— PROBLEM TO WORK ON —
Please reproduce all of the data exactly as it appears, but skip the pictures.

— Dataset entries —
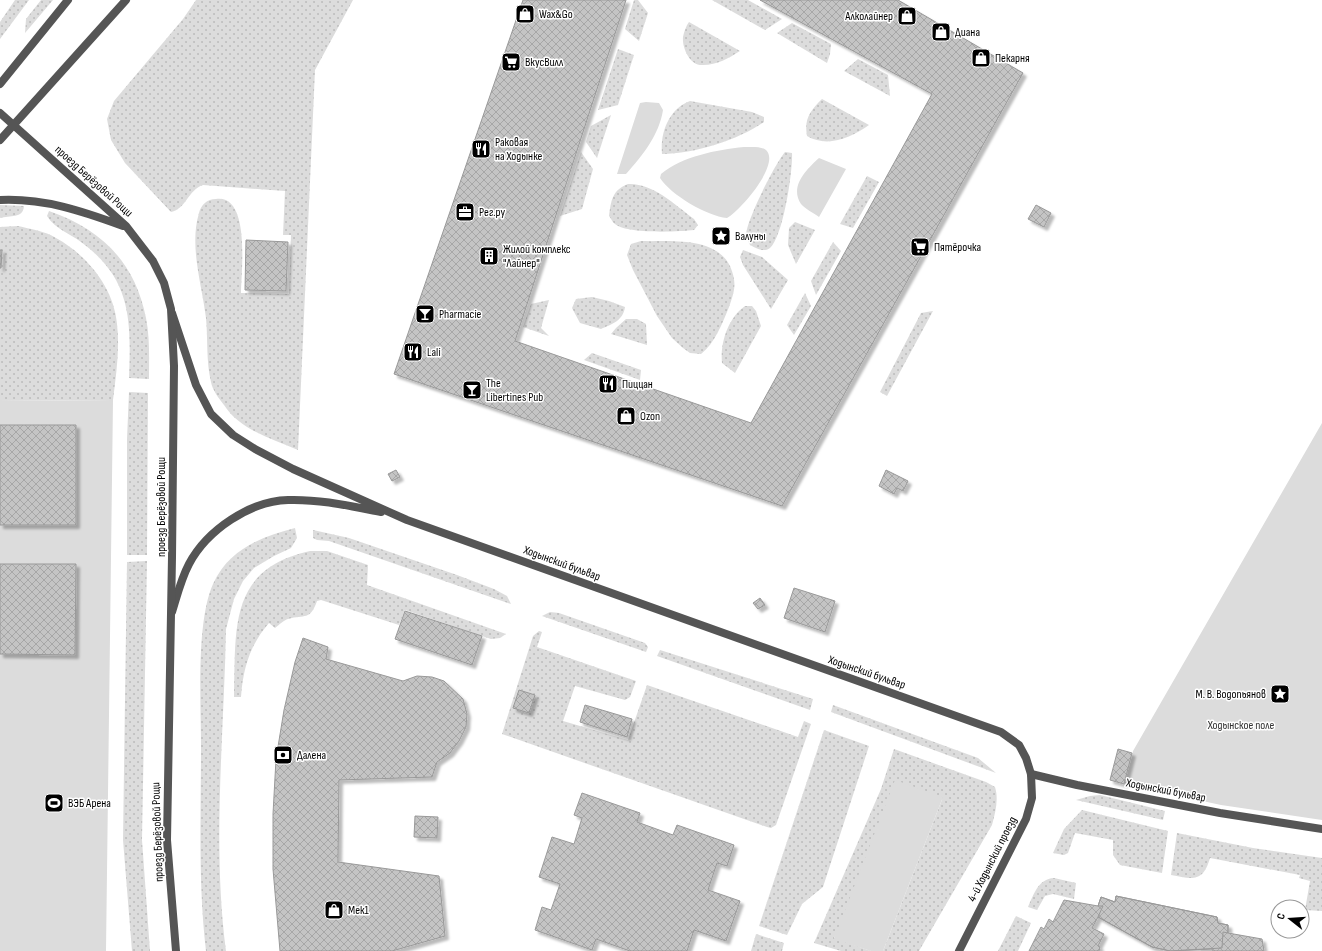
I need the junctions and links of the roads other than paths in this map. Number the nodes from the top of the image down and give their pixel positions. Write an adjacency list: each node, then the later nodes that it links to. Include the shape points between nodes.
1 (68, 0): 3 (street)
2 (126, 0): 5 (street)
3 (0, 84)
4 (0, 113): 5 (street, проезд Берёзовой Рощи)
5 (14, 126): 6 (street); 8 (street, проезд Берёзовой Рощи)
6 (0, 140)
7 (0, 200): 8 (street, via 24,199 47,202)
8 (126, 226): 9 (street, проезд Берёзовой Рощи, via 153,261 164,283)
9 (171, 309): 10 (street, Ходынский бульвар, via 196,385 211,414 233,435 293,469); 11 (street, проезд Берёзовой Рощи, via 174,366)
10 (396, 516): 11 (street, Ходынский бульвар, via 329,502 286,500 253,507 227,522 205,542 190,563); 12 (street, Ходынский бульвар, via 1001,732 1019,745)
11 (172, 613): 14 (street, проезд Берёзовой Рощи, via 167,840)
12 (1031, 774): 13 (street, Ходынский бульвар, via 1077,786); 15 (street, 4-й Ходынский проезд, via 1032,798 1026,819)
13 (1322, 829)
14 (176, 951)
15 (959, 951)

— TASK RESULT —
I need the junctions and links of the roads other than paths in this map. Number the nodes from the top of the image down and give their pixel positions. Write an adjacency list: each node, then the later nodes that it links to. Include the shape points between nodes.
1 (68, 0): 3 (street)
2 (126, 0): 5 (street)
3 (0, 84)
4 (0, 113): 5 (street, проезд Берёзовой Рощи)
5 (14, 126): 6 (street); 8 (street, проезд Берёзовой Рощи)
6 (0, 140)
7 (0, 200): 8 (street, via 24,199 47,202)
8 (126, 226): 9 (street, проезд Берёзовой Рощи, via 153,261 164,283)
9 (171, 309): 10 (street, Ходынский бульвар, via 196,385 211,414 233,435 293,469); 11 (street, проезд Берёзовой Рощи, via 174,366)
10 (396, 516): 11 (street, Ходынский бульвар, via 329,502 286,500 253,507 227,522 205,542 190,563); 12 (street, Ходынский бульвар, via 1001,732 1019,745)
11 (172, 613): 14 (street, проезд Берёзовой Рощи, via 167,840)
12 (1031, 774): 13 (street, Ходынский бульвар, via 1077,786); 15 (street, 4-й Ходынский проезд, via 1032,798 1026,819)
13 (1322, 829)
14 (176, 951)
15 (959, 951)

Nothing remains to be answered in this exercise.